研究課題/領域番号 |
17K17415
|
研究機関 | 大分県立看護科学大学 |
研究代表者 |
田中 佳子 大分県立看護科学大学, 看護学部, 助教 (70550804)
|
研究期間 (年度) |
2017-04-01 – 2020-03-31
|
キーワード | シャント血流音 |
研究実績の概要 |
本研究の目的は、血液透析のシャント血流音とその狭窄度、その他の患者の動脈硬化の指標等の身体的要因との関連性を明らかにすることである。そのうち、2017年度は、聴診器付きマイクを試作して実際のシャント血流音を録音し、シャント血流音の周波数解析を行った。これにより、シャント血流音を正確に集音し録音できるかという、聴診器付きマイクのシャント音聴診に対する妥当性を検証した。 方法は、まず①録音した自己血管シャントにより血液透析を行なっている76名分のシャント血流音の特徴量を抽出した。特徴量は、周波数パワーの割合(フーリエ変換後周波数スペクトラムを求め4つに分割した周波数帯域ごとのパワーを総和することで割合を算出)、MFCC(メル周波数ケプストラム係数:人の周波数知覚特性を考慮して重み付けされた特徴量)、正規化相互相関係数(2つの画像感にどれくらいの相互相関係数があるかを表したもの)である。その後、対象者のエコー画像より算出したRI(血管抵抗指数:0.6未満はシャント狭窄疑いなし、0.6以上は狭窄疑いあり)と特徴量の関連を求めた。また、②プレ調査で用いた電子聴診器でもシャント血流音を録音し、①と同様の方法で特徴量を抽出し比較した。そして③先行研究のシャント狭窄に関するスタッフの判断とRI値との関係性(スタッフの正答率0.59)とも比較した。 結果は、①の正答率は0.553、②は0.483であり、プレ調査で用いた電子聴診器よりも今回試作した聴診器付きマイクの方が、識別制度は高かった。
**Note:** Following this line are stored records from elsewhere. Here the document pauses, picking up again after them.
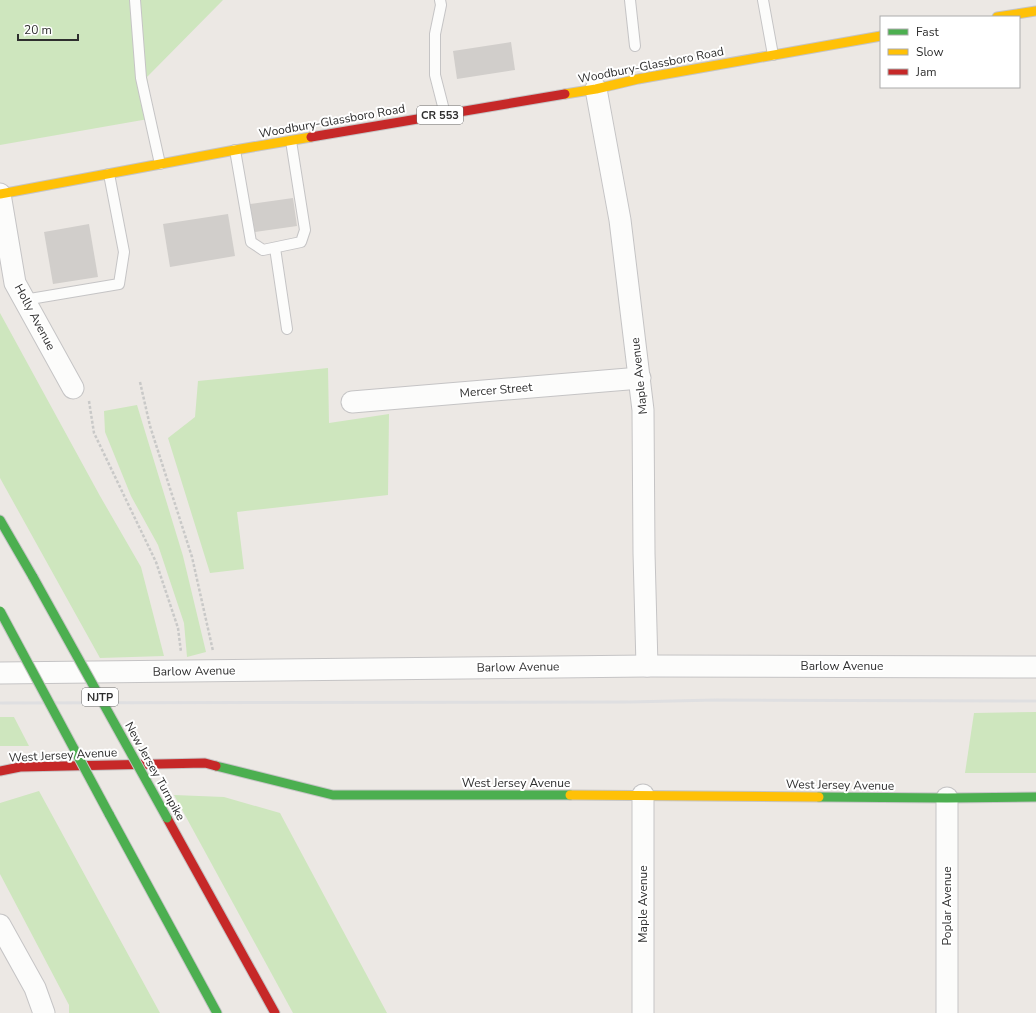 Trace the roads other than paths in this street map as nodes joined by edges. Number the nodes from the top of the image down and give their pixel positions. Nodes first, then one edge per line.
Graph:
1 (135, 0) edge
2 (440, 0) edge
3 (630, 0) edge
4 (764, 0) edge
5 (1036, 11) edge
6 (1004, 16) edge
7 (880, 36) edge
8 (635, 46) dead end
9 (773, 55) junction
10 (596, 89) junction
11 (445, 114) junction
12 (291, 141) junction
13 (235, 150) junction
14 (160, 164) junction
15 (109, 174) junction
16 (0, 194) edge
17 (275, 248) junction
18 (24, 300) junction
19 (287, 329) dead end
20 (640, 378) junction
21 (81, 391) road end
22 (352, 402) dead end
23 (0, 520) edge
24 (0, 611) edge
25 (647, 666) junction
26 (1036, 666) edge
27 (0, 673) edge
28 (0, 771) edge
29 (643, 795) junction
30 (1036, 797) edge
31 (947, 798) junction
32 (0, 925) edge
33 (44, 1013) edge
34 (217, 1013) edge
35 (275, 1013) edge
36 (643, 1013) edge
37 (947, 1013) edge

1 - 14 lane
2 - 11 lane
3 - 8 lane
4 - 9 lane
5 - 6 main road
7 - 9 main road, Woodbury-Glassboro Road / CR 553
9 - 10 main road, Woodbury-Glassboro Road / CR 553
10 - 11 main road, Woodbury-Glassboro Road / CR 553
10 - 20 street, Maple Avenue
11 - 12 main road, Woodbury-Glassboro Road / CR 553
12 - 13 main road, Woodbury-Glassboro Road / CR 553
12 - 17 lane
13 - 14 main road, Woodbury-Glassboro Road / CR 553
13 - 17 lane
14 - 15 main road, Woodbury-Glassboro Road / CR 553
15 - 16 main road, Woodbury-Glassboro Road / CR 553
15 - 18 lane
16 - 18 street, Holly Avenue
17 - 19 lane
18 - 21 street, Holly Avenue
20 - 22 street, Mercer Street
20 - 25 street, Maple Avenue
23 - 35 main road, New Jersey Turnpike / NJTP, bridge
24 - 34 main road, bridge
25 - 26 street, Barlow Avenue
25 - 27 street, Barlow Avenue
28 - 29 main road, West Jersey Avenue
29 - 31 main road, West Jersey Avenue
29 - 36 street, Maple Avenue
30 - 31 main road, West Jersey Avenue
31 - 37 street, Poplar Avenue
32 - 33 street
しかし、③のフタッフの判断よりも低い結果であった。本結果より、試作した聴診器付きマイクを今年度予定している調査に使用予定である。
|
現在までの達成度 (区分) |
現在までの達成度 (区分)
2: おおむね順調に進展している
理由
2017年度の研究計画にあるプレ調査は、学会発表を行い、現在投稿準備を進めている。 研究計画に入れていなかった2017年度の調査を行ったことは、今年度行う調査に有益なので概ね順調に進展していると評価する。
|
今後の研究の推進方策 |
今年度の夏までに、シャント造設後2ヶ月以内の、自己血管シャントによる血液透析を行なっている患者を対象に、シャント血流音や身体的情報や既往歴等のデータを収集する。解析、分析まで本年度中に行う予定である。
|
次年度使用額が生じた理由 |
本研究について音響の専門家にスーパーバイズを受ける予定であったが、共同研究という形をとり、謝金が不要となった。今年度は、プレ調査での学会投稿、シャント血流を解析するソフトを購入、フィールド調査を行う計画である。